Hans Renders, Binne de Haan, Jonne Harmsma – Biyografik Dönemeç (2024)

‘Biyografik Dönemeç’, tarih ve sosyal bilimlerde biyografi alanındaki gelişmelere ışık tutan en güncel araştırmaları bir araya getiriyor.

Bu alanda önde gelen on beş akademisyen, biyografik perspektifi bir araştırma metodolojisi olarak sunuyor.

Biyografi, 1980’lerden bu yana akademik çevrelerde giderek daha çok rağbet görüyor.

Bu kitap, beşerî bilimlerin içinden geçmekte olduğu biyografik dönemecin teorik sonuçlarını ve imkânlarını vurgulamaktadır.

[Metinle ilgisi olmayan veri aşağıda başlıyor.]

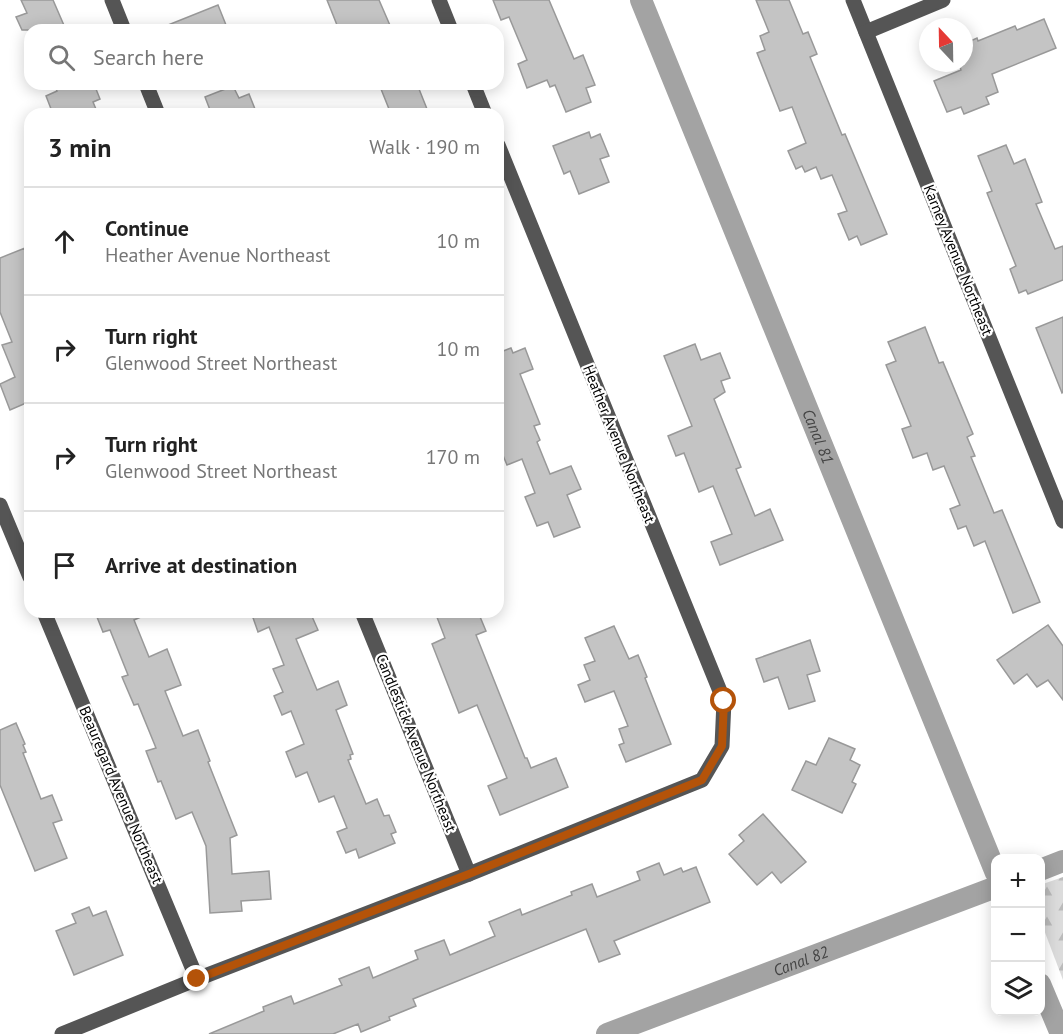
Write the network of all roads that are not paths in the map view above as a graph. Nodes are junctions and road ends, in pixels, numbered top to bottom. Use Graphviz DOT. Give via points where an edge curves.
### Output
graph roads {
  1 [pos="112,0"];
  2 [pos="439,0"];
  3 [pos="853,0"];
  4 [pos="943,0"];
  5 [pos="122,24"];
  6 [pos="449,24"];
  7 [pos="866,32"];
  8 [pos="148,90"];
  9 [pos="475,90"];
  10 [pos="156,108"];
  11 [pos="483,108"];
  12 [pos="504,160"];
  13 [pos="0,505"];
  14 [pos="1063,521"];
  15 [pos="24,563"];
  16 [pos="47,618"];
  17 [pos="364,618"];
  18 [pos="469,874"];
  19 [pos="197,979"];
  20 [pos="62,1034"];
  1 -- 5 [label="street"];
  2 -- 6 [label="street"];
  3 -- 7 [label="street, Karney Avenue Northeast"];
  4 -- 7 [label="street"];
  7 -- 14 [label="street, Karney Avenue Northeast"];
  8 -- 10 [label="street"];
  9 -- 11 [label="street"];
  12 -- 18 [label="street, Heather Avenue Northeast" via="724,701 722,746 702,780"];
  13 -- 15 [label="street"];
  16 -- 19 [label="street, Beauregard Avenue Northeast"];
  17 -- 18 [label="street, Candlestick Avenue Northeast"];
  18 -- 19 [label="street"];
  19 -- 20 [label="street"];
}
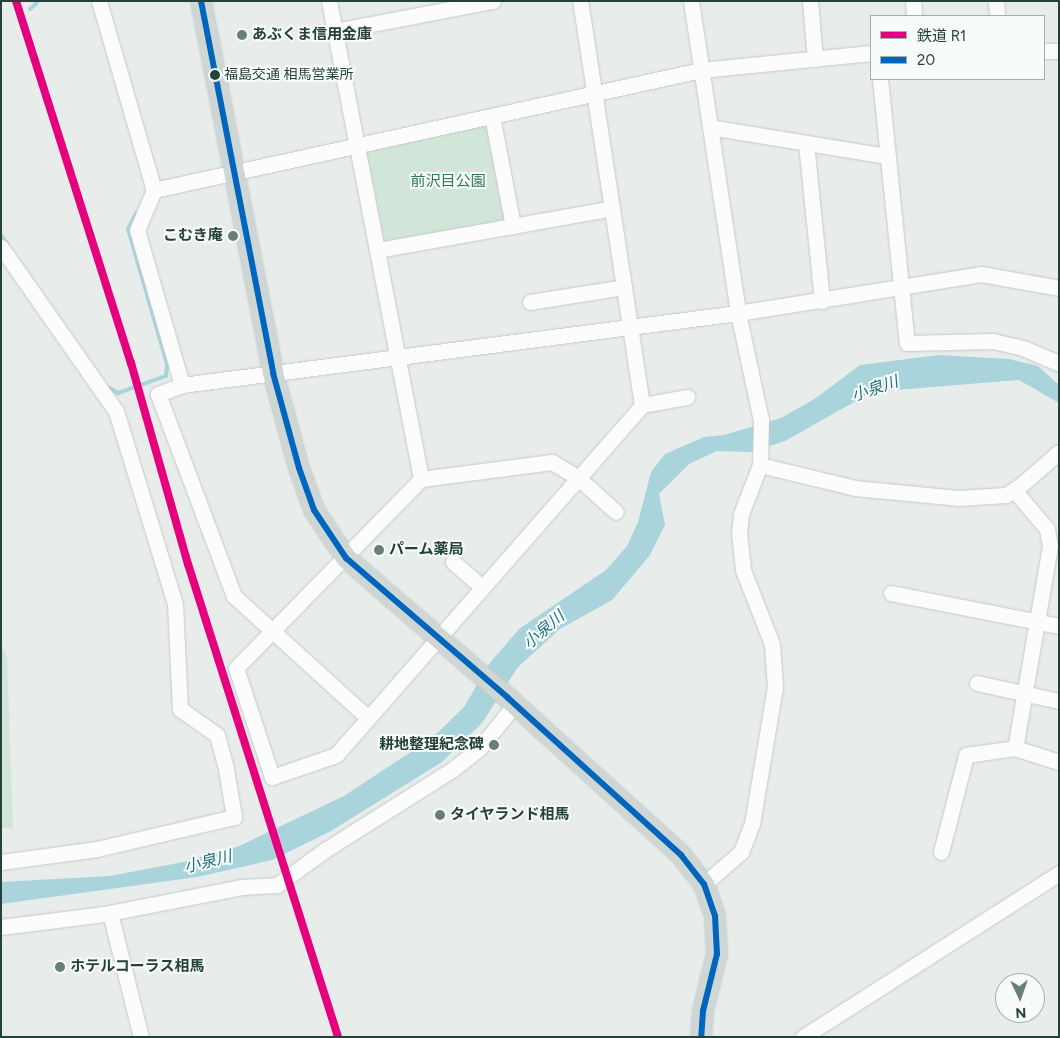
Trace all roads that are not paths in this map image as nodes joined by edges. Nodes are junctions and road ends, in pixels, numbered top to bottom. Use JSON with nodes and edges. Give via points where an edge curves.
{"nodes":[{"id":1,"x":99,"y":1,"type":"edge"},
{"id":2,"x":201,"y":1,"type":"edge"},
{"id":3,"x":329,"y":1,"type":"edge"},
{"id":4,"x":493,"y":1,"type":"edge"},
{"id":5,"x":580,"y":1,"type":"edge"},
{"id":6,"x":691,"y":1,"type":"edge"},
{"id":7,"x":810,"y":1,"type":"edge"},
{"id":8,"x":913,"y":1,"type":"edge"},
{"id":9,"x":996,"y":1,"type":"edge"},
{"id":10,"x":914,"y":15,"type":"edge"},
{"id":11,"x":997,"y":15,"type":"edge"},
{"id":12,"x":335,"y":31,"type":"junction"},
{"id":13,"x":1045,"y":51,"type":"edge"},
{"id":14,"x":1059,"y":51,"type":"edge"},
{"id":15,"x":870,"y":53,"type":"edge"},
{"id":16,"x":815,"y":59,"type":"junction"},
{"id":17,"x":701,"y":70,"type":"junction"},
{"id":18,"x":880,"y":80,"type":"edge"},
{"id":19,"x":594,"y":94,"type":"junction"},
{"id":20,"x":492,"y":116,"type":"junction"},
{"id":21,"x":710,"y":127,"type":"junction"},
{"id":22,"x":806,"y":143,"type":"junction"},
{"id":23,"x":358,"y":145,"type":"junction"},
{"id":24,"x":888,"y":156,"type":"junction"},
{"id":25,"x":234,"y":171,"type":"junction"},
{"id":26,"x":154,"y":190,"type":"junction"},
{"id":27,"x":612,"y":208,"type":"junction"},
{"id":28,"x":513,"y":226,"type":"junction"},
{"id":29,"x":1,"y":247,"type":"edge"},
{"id":30,"x":377,"y":250,"type":"junction"},
{"id":31,"x":624,"y":287,"type":"junction"},
{"id":32,"x":1059,"y":288,"type":"edge"},
{"id":33,"x":901,"y":289,"type":"junction"},
{"id":34,"x":822,"y":301,"type":"junction"},
{"id":35,"x":530,"y":302,"type":"dead end"},
{"id":36,"x":738,"y":313,"type":"junction"},
{"id":37,"x":630,"y":326,"type":"junction"},
{"id":38,"x":398,"y":358,"type":"junction"},
{"id":39,"x":1059,"y":362,"type":"edge"},
{"id":40,"x":273,"y":373,"type":"junction"},
{"id":41,"x":182,"y":385,"type":"junction"},
{"id":42,"x":687,"y":397,"type":"dead end"},
{"id":43,"x":642,"y":405,"type":"junction"},
{"id":44,"x":1059,"y":452,"type":"edge"},
{"id":45,"x":761,"y":462,"type":"junction"},
{"id":46,"x":577,"y":477,"type":"junction"},
{"id":47,"x":421,"y":479,"type":"junction"},
{"id":48,"x":1014,"y":490,"type":"junction"},
{"id":49,"x":616,"y":512,"type":"dead end"},
{"id":50,"x":346,"y":558,"type":"junction"},
{"id":51,"x":453,"y":562,"type":"dead end"},
{"id":52,"x":482,"y":587,"type":"junction"},
{"id":53,"x":891,"y":593,"type":"dead end"},
{"id":54,"x":1039,"y":621,"type":"junction"},
{"id":55,"x":1059,"y":626,"type":"edge"},
{"id":56,"x":271,"y":632,"type":"junction"},
{"id":57,"x":437,"y":639,"type":"junction"},
{"id":58,"x":977,"y":683,"type":"dead end"},
{"id":59,"x":1025,"y":694,"type":"junction"},
{"id":60,"x":511,"y":701,"type":"junction"},
{"id":61,"x":1059,"y":701,"type":"edge"},
{"id":62,"x":367,"y":718,"type":"junction"},
{"id":63,"x":1014,"y":748,"type":"junction"},
{"id":64,"x":1059,"y":762,"type":"edge"},
{"id":65,"x":941,"y":852,"type":"dead end"},
{"id":66,"x":1,"y":862,"type":"edge"},
{"id":67,"x":1059,"y":873,"type":"edge"},
{"id":68,"x":704,"y":884,"type":"junction"},
{"id":69,"x":110,"y":913,"type":"junction"},
{"id":70,"x":1,"y":927,"type":"edge"},
{"id":71,"x":141,"y":1037,"type":"edge"},
{"id":72,"x":701,"y":1037,"type":"edge"},
{"id":73,"x":803,"y":1037,"type":"edge"}],
"edges":[{"from":1,"to":26,"type":"street"},
{"from":2,"to":25,"type":"main road"},
{"from":3,"to":12,"type":"street"},
{"from":4,"to":12,"type":"street"},
{"from":5,"to":19,"type":"street"},
{"from":6,"to":17,"type":"street"},
{"from":7,"to":16,"type":"street"},
{"from":8,"to":10,"type":"street"},
{"from":9,"to":11,"type":"street"},
{"from":12,"to":23,"type":"street"},
{"from":13,"to":14,"type":"street"},
{"from":15,"to":16,"type":"street"},
{"from":16,"to":17,"type":"street"},
{"from":17,"to":19,"type":"street"},
{"from":17,"to":21,"type":"street"},
{"from":18,"to":24,"type":"street"},
{"from":19,"to":20,"type":"street"},
{"from":19,"to":27,"type":"street"},
{"from":20,"to":23,"type":"street"},
{"from":20,"to":28,"type":"street"},
{"from":21,"to":22,"type":"street"},
{"from":21,"to":36,"type":"street"},
{"from":22,"to":24,"type":"street"},
{"from":22,"to":34,"type":"street"},
{"from":23,"to":25,"type":"street"},
{"from":23,"to":30,"type":"street"},
{"from":24,"to":33,"type":"street"},
{"from":25,"to":26,"type":"street"},
{"from":25,"to":40,"type":"main road"},
{"from":26,"to":41,"type":"street","via":[[137,230]]},
{"from":27,"to":28,"type":"street"},
{"from":27,"to":31,"type":"street"},
{"from":28,"to":30,"type":"street"},
{"from":29,"to":66,"type":"street","via":[[116,411],[175,604],[180,709],[217,735],[234,817],[97,849]]},
{"from":30,"to":38,"type":"street"},
{"from":31,"to":35,"type":"street"},
{"from":31,"to":37,"type":"street"},
{"from":32,"to":33,"type":"street","via":[[981,274]]},
{"from":33,"to":34,"type":"street"},
{"from":33,"to":39,"type":"street","via":[[906,343],[993,342],[1023,348]]},
{"from":34,"to":36,"type":"street"},
{"from":36,"to":37,"type":"street"},
{"from":36,"to":45,"type":"street","via":[[761,420]]},
{"from":37,"to":38,"type":"street"},
{"from":37,"to":43,"type":"street"},
{"from":38,"to":40,"type":"street"},
{"from":38,"to":47,"type":"street"},
{"from":40,"to":41,"type":"street"},
{"from":40,"to":50,"type":"main road","via":[[314,510]]},
{"from":41,"to":56,"type":"street","via":[[158,394],[234,596]]},
{"from":42,"to":43,"type":"street"},
{"from":43,"to":46,"type":"street"},
{"from":44,"to":48,"type":"street"},
{"from":45,"to":48,"type":"street","via":[[855,488],[933,497],[1006,495]]},
{"from":45,"to":68,"type":"street","via":[[741,514],[739,534],[743,570],[772,644],[775,687],[752,824],[742,852]]},
{"from":46,"to":47,"type":"street","via":[[552,462]]},
{"from":46,"to":49,"type":"street"},
{"from":46,"to":52,"type":"street"},
{"from":47,"to":50,"type":"street"},
{"from":48,"to":54,"type":"street","via":[[1047,529],[1050,546]]},
{"from":50,"to":56,"type":"street"},
{"from":50,"to":57,"type":"main road"},
{"from":51,"to":52,"type":"street"},
{"from":52,"to":57,"type":"street"},
{"from":53,"to":54,"type":"street"},
{"from":54,"to":55,"type":"street"},
{"from":54,"to":59,"type":"street"},
{"from":56,"to":62,"type":"street"},
{"from":56,"to":62,"type":"street","via":[[236,668],[272,777],[336,755]]},
{"from":57,"to":60,"type":"main road"},
{"from":57,"to":62,"type":"street"},
{"from":58,"to":59,"type":"street"},
{"from":59,"to":61,"type":"street"},
{"from":59,"to":63,"type":"street"},
{"from":60,"to":68,"type":"main road","via":[[681,855]]},
{"from":60,"to":69,"type":"street","via":[[479,749],[325,850],[278,885],[241,887]]},
{"from":63,"to":64,"type":"street"},
{"from":63,"to":65,"type":"street","via":[[966,755]]},
{"from":67,"to":73,"type":"street"},
{"from":68,"to":72,"type":"main road","via":[[715,916],[717,954],[703,1011]]},
{"from":69,"to":70,"type":"street"},
{"from":69,"to":71,"type":"street"}]}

Kitabın bölümleri din, ırk, medya ve mikro tarih gibi konuları ele alarak biyografiyi sadece tarihçiler için değil aynı zamanda edebiyat, sosyoloji, ekonomi ve siyaset gibi alanlardaki keşifler için de uygun bir saha olarak sunmakta.

Bu kitap tarihsel failliği, birincil kaynakların kullanımı ile bağlam ve tarih yazımının eleştirel analizini vurgulayarak biyografinin bilimsel bir metodoloji olarak nasıl iş görebileceğini göstermektedir.

Yirminci yüzyıl tarih yazımında siyaset, toplum ve iktisat perspektifleri güç kazandı.

Bireyin geçmiş üzerinde kalıcı bir etkiye sahip olabileceği çoğunlukla göz ardı edildi.

Bireysel yaşamların tarih anlatısı için devletler, kurumlar ve olguların tarihi kadar önemli olabileceği bu kitapta ileri sürülüyor.

Kitap biyografi, tarih ve tarih teorisi okurları için önemli, değerli bir kaynak.

  • Künye: Hans Renders, Binne de Haan, Jonne Harmsma – Biyografik Dönemeç: Tarih ve Sosyal Bilimlerde Biyografinin Yeniden Keşfi, çeviren: Uğur Yankı Üçkardeşler, Vakıfbank Kültür Yayınları, tarih, 408 sayfa, 2024

Katja Hoyer – Kan ve Demir (2024)

1871’den önce Almanya henüz bir ulus değil, sadece bir fikirdi.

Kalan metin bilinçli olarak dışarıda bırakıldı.